_WORK REQUEST:_
Would you return every line of the listing below that has "Heinrich" in it?

_DATASET RECORDS:_
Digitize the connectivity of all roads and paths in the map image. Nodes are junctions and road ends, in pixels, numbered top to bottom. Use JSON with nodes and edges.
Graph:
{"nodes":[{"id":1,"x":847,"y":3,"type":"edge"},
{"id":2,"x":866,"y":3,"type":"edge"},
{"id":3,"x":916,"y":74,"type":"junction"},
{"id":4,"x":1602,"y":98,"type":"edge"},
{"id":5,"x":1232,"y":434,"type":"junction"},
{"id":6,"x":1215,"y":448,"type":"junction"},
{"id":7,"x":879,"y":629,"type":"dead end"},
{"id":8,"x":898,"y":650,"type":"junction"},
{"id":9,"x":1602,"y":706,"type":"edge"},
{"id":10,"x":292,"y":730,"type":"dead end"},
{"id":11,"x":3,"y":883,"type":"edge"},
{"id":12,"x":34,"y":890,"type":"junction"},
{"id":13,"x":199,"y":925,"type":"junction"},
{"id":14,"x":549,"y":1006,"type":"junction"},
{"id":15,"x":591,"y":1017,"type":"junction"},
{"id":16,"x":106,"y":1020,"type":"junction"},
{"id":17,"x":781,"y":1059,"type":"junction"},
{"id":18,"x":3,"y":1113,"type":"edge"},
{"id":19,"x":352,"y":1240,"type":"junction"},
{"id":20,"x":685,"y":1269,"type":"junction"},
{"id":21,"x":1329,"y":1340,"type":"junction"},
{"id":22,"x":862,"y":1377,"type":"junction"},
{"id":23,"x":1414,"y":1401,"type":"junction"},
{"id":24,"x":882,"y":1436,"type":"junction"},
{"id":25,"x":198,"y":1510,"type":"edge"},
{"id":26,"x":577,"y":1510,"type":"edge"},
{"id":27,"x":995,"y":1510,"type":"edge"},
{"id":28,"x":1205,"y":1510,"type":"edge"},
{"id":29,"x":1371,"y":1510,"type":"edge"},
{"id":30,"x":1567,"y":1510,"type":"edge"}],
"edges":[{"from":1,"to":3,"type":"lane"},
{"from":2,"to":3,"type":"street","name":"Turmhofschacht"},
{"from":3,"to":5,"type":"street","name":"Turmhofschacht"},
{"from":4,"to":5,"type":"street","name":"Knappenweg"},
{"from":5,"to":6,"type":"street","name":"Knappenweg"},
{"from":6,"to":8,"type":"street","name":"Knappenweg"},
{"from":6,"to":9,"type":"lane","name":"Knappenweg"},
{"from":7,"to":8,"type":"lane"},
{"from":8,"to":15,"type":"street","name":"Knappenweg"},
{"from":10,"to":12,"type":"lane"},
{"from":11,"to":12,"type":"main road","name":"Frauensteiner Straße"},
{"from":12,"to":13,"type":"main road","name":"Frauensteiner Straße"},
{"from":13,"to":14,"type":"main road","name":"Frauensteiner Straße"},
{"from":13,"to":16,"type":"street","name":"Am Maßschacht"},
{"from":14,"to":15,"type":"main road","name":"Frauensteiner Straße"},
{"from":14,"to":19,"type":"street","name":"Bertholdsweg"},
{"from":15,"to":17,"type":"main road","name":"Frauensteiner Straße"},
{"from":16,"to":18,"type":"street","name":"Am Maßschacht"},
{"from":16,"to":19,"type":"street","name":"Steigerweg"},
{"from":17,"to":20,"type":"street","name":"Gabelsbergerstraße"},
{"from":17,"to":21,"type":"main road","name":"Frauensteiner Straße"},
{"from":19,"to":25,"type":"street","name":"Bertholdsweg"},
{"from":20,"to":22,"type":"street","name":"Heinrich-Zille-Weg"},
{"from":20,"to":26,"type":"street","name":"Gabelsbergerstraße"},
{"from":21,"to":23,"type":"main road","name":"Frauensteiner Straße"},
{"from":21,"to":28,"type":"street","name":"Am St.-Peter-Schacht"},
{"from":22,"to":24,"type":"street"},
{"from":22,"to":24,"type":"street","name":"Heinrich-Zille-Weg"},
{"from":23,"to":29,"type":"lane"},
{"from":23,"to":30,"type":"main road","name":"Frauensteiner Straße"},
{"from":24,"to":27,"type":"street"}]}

_RESULT OF THE EXERCISE:_
{"from":20,"to":22,"type":"street","name":"Heinrich-Zille-Weg"},
{"from":22,"to":24,"type":"street","name":"Heinrich-Zille-Weg"},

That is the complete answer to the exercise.